Thakkar references a study where “Vitamin D supplementation in African-Americans reduced cancer risk 23%.” However, Vitamin D deficiency is also associated with lowering your chances of developing various forms of cancer, including breast and colon in women regardless of skin-tone. Another study from Japan found a link between Vitamin D deficiency and developing liver cancer in men. This problem is ubiquitous not only throughout our country but in the world. While Dr. Thakkar is right that people with darker skin should take Vitamin D, many people should consider a supplement. An estimated one billion people worldwide have Vitamin D deficiency, and one-third of them have no identifiable risk factors.
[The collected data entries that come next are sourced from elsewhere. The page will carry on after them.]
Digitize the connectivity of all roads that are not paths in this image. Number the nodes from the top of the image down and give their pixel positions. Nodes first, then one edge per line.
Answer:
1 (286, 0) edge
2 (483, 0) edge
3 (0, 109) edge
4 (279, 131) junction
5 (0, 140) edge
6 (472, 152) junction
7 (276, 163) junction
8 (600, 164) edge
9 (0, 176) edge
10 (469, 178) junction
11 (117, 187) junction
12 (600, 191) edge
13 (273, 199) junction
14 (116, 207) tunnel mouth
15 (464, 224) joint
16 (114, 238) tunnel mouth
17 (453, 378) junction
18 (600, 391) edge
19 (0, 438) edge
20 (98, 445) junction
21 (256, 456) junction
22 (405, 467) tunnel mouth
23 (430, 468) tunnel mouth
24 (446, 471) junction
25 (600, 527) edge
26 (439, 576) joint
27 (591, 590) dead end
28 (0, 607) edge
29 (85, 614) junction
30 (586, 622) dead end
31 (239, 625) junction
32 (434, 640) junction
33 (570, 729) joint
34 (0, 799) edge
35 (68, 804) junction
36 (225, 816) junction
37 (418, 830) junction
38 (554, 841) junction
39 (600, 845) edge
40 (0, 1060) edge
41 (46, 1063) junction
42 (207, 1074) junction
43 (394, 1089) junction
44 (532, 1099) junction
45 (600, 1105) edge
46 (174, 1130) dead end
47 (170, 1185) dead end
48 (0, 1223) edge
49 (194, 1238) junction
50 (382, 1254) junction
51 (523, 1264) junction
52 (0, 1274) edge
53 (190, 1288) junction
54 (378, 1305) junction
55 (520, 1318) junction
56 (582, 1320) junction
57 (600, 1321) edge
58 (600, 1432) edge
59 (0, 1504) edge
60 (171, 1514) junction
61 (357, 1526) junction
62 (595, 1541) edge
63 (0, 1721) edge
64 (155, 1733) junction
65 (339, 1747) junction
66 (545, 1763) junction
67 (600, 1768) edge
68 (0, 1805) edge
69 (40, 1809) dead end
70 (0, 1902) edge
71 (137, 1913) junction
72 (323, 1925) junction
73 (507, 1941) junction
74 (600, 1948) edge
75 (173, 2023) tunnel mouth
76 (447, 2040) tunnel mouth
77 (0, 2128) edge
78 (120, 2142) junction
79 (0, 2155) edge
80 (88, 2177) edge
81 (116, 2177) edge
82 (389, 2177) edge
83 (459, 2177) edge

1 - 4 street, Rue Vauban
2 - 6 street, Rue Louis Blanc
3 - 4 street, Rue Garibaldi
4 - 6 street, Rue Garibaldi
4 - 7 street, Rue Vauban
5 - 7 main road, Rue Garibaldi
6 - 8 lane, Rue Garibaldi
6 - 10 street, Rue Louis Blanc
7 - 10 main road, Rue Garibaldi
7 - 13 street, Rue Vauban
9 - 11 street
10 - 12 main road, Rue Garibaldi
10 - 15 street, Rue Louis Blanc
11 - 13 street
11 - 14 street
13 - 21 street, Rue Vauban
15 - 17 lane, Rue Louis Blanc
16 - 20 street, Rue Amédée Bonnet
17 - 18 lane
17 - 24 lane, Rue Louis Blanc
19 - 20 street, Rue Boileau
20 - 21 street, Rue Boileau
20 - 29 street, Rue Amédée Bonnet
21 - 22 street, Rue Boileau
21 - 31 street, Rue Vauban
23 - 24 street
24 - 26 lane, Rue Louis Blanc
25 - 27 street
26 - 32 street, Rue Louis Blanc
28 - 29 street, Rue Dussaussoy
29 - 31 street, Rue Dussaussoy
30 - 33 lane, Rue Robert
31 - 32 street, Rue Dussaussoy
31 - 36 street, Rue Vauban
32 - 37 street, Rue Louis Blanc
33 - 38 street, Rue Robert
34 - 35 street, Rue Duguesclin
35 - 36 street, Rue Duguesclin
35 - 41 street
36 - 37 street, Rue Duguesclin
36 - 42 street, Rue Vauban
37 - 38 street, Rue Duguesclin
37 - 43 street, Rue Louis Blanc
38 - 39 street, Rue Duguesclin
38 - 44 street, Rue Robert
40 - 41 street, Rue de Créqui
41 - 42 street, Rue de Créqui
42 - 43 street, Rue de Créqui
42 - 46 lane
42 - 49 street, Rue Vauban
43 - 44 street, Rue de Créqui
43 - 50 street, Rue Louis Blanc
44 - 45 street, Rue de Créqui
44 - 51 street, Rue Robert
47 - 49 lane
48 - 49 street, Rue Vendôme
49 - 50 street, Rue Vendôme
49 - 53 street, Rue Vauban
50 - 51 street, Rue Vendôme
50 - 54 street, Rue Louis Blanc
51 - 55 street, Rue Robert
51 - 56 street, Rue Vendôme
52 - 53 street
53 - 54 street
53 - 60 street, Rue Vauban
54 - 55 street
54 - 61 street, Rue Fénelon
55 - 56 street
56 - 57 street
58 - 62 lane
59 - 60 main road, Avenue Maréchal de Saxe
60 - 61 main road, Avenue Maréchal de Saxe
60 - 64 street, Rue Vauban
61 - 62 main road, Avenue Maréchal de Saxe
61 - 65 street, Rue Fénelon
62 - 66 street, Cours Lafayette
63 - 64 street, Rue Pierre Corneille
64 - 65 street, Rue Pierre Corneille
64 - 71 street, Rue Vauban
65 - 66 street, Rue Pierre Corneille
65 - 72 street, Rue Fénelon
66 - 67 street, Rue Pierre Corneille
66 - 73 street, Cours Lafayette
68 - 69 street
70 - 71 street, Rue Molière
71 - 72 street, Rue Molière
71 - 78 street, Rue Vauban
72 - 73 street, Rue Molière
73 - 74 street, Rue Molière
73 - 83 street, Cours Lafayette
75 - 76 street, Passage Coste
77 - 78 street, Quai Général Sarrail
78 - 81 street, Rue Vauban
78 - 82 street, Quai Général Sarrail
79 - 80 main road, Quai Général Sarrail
In the United States, approximately 40% of our population needs more Vitamin D.
At Terrain Health, we have been publishing on the importance of Vitamin D to support the immune function. Vitamin D deficiency can negatively impact our health in several ways. We think this is an essential supplement. Having Vitamin D deficiency affects all races, genders, and ages across lifespans, and is a contributing factor for many chronic diseases.
Unfortunately, America is a nation where chronic disease is of epidemic proportions. Almost 50% of the population suffers from at least one chronic illness. The racial disparities in the mortality rates are fertile areas to study, but this pandemic presents the country with a major opportunity to reexamine the very real illnesses that plague Americans regardless of their race, ethnicity, gender, and class. With a pandemic superimposed on a chronic disease epidemic, America should seize the opportunity to reset our health, change our behaviors, and heal as a nation.